▶ [Records from a data source]
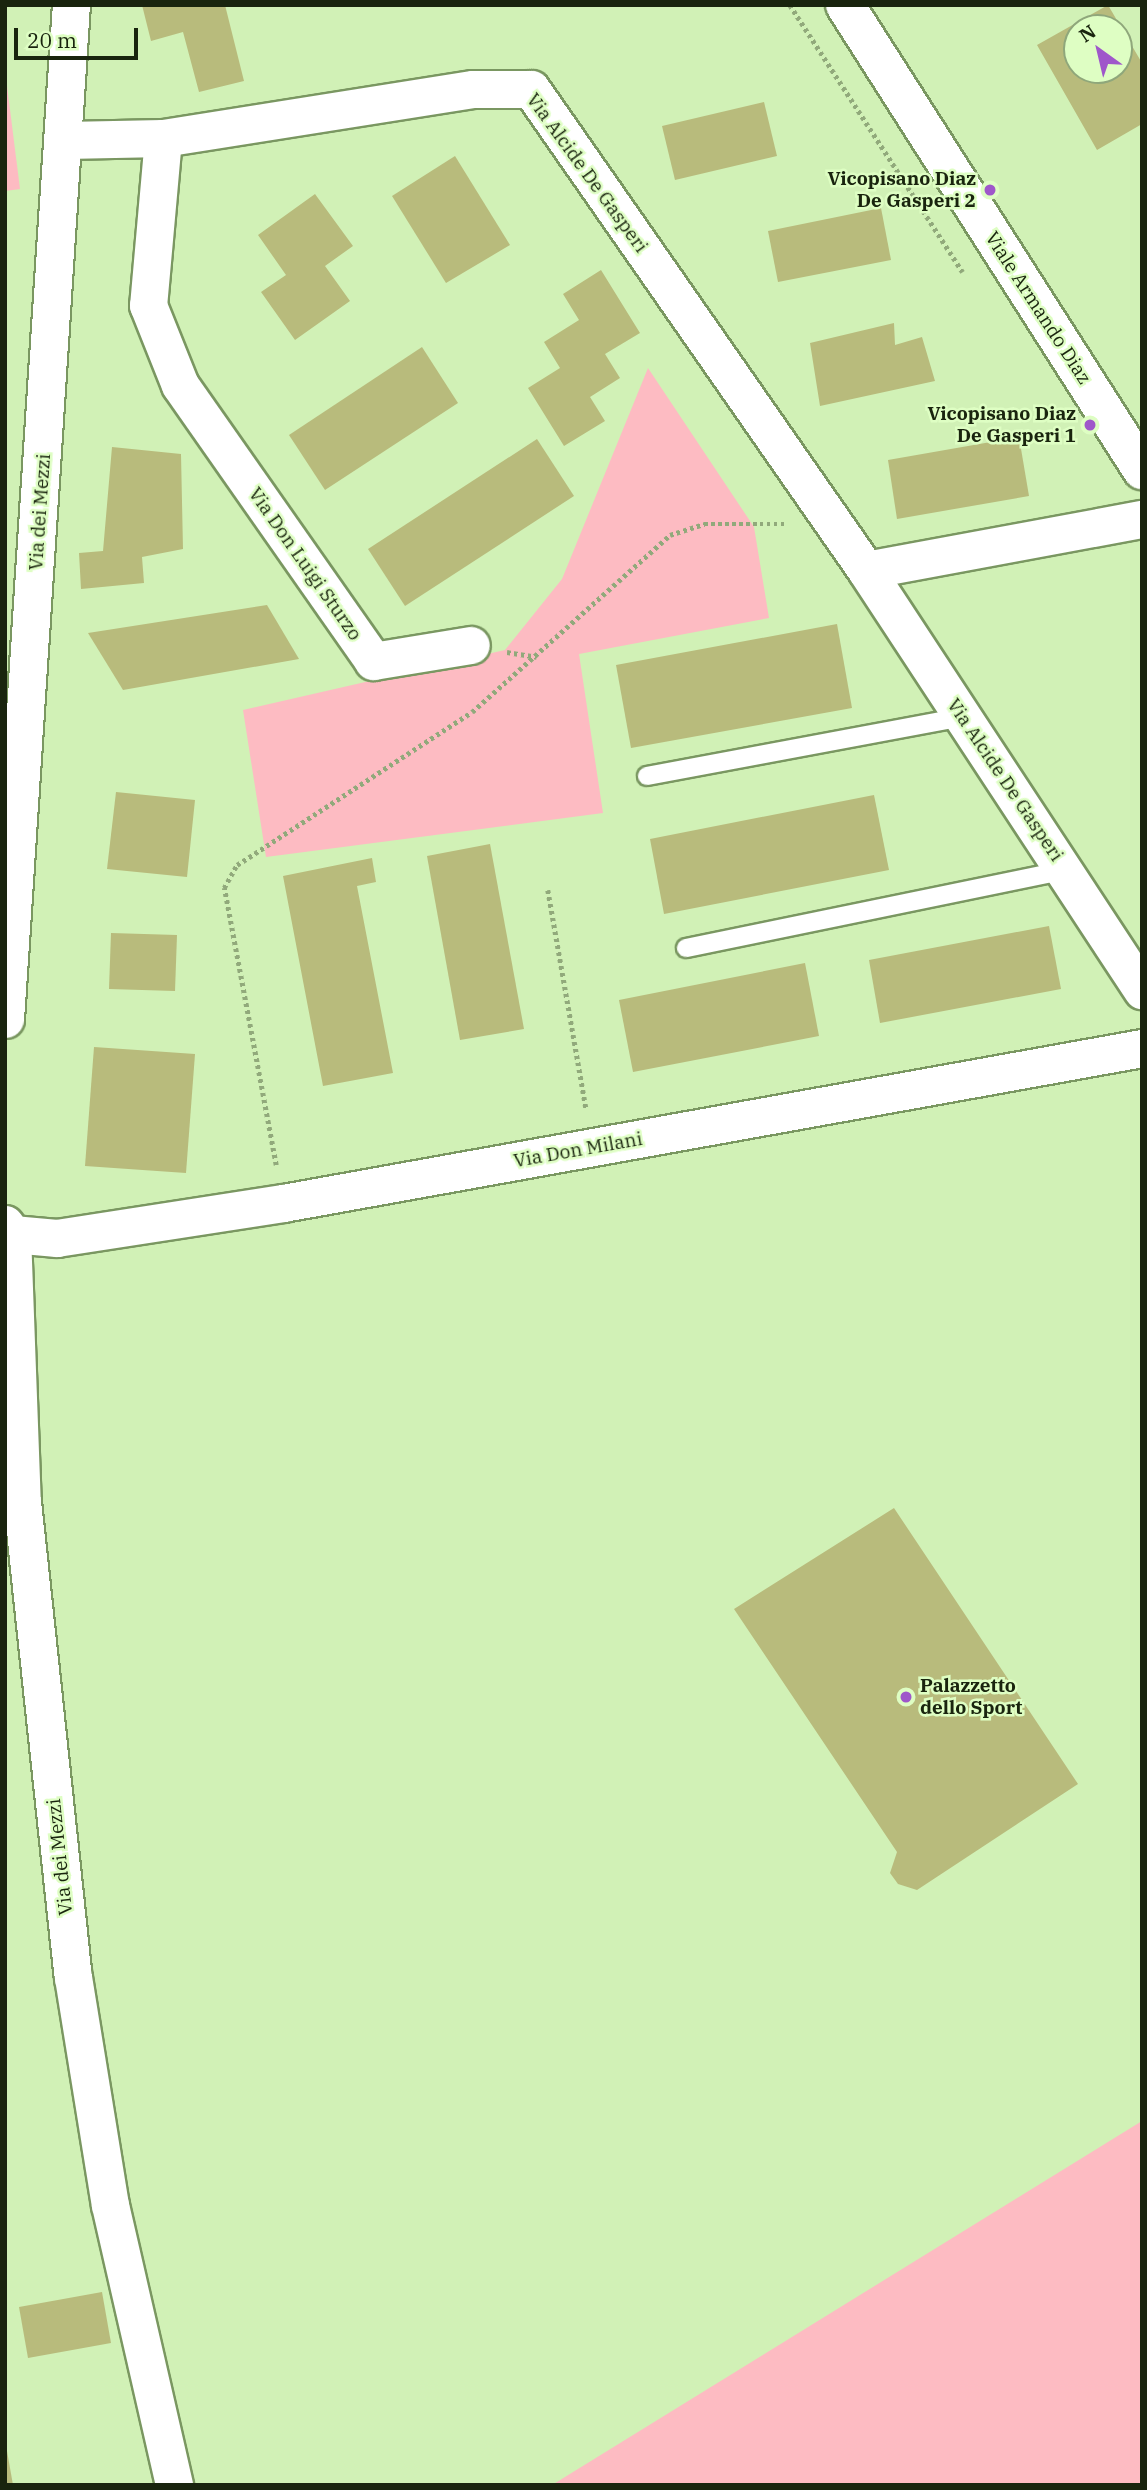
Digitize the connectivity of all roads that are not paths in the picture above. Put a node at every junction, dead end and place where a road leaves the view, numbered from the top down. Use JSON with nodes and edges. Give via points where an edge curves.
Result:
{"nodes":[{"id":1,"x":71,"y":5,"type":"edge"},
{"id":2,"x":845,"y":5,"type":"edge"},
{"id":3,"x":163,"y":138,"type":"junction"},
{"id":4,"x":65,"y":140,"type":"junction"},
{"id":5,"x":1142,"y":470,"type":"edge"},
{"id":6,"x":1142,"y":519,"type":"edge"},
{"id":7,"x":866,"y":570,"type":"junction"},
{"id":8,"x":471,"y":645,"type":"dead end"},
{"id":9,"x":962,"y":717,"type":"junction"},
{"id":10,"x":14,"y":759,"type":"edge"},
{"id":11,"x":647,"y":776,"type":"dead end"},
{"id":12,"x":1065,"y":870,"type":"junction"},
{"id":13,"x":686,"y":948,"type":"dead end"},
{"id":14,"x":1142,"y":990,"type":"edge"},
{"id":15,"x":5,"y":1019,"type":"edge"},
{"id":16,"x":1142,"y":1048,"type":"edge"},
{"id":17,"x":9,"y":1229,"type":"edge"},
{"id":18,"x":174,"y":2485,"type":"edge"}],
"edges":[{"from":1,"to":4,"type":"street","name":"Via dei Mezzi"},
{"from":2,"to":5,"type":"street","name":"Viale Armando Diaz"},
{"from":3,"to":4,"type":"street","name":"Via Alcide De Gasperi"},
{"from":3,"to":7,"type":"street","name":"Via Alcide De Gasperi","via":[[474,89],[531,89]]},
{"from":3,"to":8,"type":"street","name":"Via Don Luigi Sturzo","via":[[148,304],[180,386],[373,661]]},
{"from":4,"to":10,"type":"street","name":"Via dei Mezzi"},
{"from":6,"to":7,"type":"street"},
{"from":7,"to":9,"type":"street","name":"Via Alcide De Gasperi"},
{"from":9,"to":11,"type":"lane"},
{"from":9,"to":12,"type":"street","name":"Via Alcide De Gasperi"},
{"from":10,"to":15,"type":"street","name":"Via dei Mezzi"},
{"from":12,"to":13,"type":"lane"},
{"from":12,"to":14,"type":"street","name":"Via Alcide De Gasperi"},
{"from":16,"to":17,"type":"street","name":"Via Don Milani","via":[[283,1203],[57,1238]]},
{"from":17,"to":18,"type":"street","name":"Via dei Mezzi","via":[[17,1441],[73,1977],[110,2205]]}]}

▶ [Work order] Pictures stay out of this copy; write out the entries above exactly.

▶ [Result of this task]
Digitize the connectivity of all roads that are not paths in the picture above. Put a node at every junction, dead end and place where a road leaves the view, numbered from the top down. Use JSON with nodes and edges. Give via points where an edge curves.
Result:
{"nodes":[{"id":1,"x":71,"y":5,"type":"edge"},
{"id":2,"x":845,"y":5,"type":"edge"},
{"id":3,"x":163,"y":138,"type":"junction"},
{"id":4,"x":65,"y":140,"type":"junction"},
{"id":5,"x":1142,"y":470,"type":"edge"},
{"id":6,"x":1142,"y":519,"type":"edge"},
{"id":7,"x":866,"y":570,"type":"junction"},
{"id":8,"x":471,"y":645,"type":"dead end"},
{"id":9,"x":962,"y":717,"type":"junction"},
{"id":10,"x":14,"y":759,"type":"edge"},
{"id":11,"x":647,"y":776,"type":"dead end"},
{"id":12,"x":1065,"y":870,"type":"junction"},
{"id":13,"x":686,"y":948,"type":"dead end"},
{"id":14,"x":1142,"y":990,"type":"edge"},
{"id":15,"x":5,"y":1019,"type":"edge"},
{"id":16,"x":1142,"y":1048,"type":"edge"},
{"id":17,"x":9,"y":1229,"type":"edge"},
{"id":18,"x":174,"y":2485,"type":"edge"}],
"edges":[{"from":1,"to":4,"type":"street","name":"Via dei Mezzi"},
{"from":2,"to":5,"type":"street","name":"Viale Armando Diaz"},
{"from":3,"to":4,"type":"street","name":"Via Alcide De Gasperi"},
{"from":3,"to":7,"type":"street","name":"Via Alcide De Gasperi","via":[[474,89],[531,89]]},
{"from":3,"to":8,"type":"street","name":"Via Don Luigi Sturzo","via":[[148,304],[180,386],[373,661]]},
{"from":4,"to":10,"type":"street","name":"Via dei Mezzi"},
{"from":6,"to":7,"type":"street"},
{"from":7,"to":9,"type":"street","name":"Via Alcide De Gasperi"},
{"from":9,"to":11,"type":"lane"},
{"from":9,"to":12,"type":"street","name":"Via Alcide De Gasperi"},
{"from":10,"to":15,"type":"street","name":"Via dei Mezzi"},
{"from":12,"to":13,"type":"lane"},
{"from":12,"to":14,"type":"street","name":"Via Alcide De Gasperi"},
{"from":16,"to":17,"type":"street","name":"Via Don Milani","via":[[283,1203],[57,1238]]},
{"from":17,"to":18,"type":"street","name":"Via dei Mezzi","via":[[17,1441],[73,1977],[110,2205]]}]}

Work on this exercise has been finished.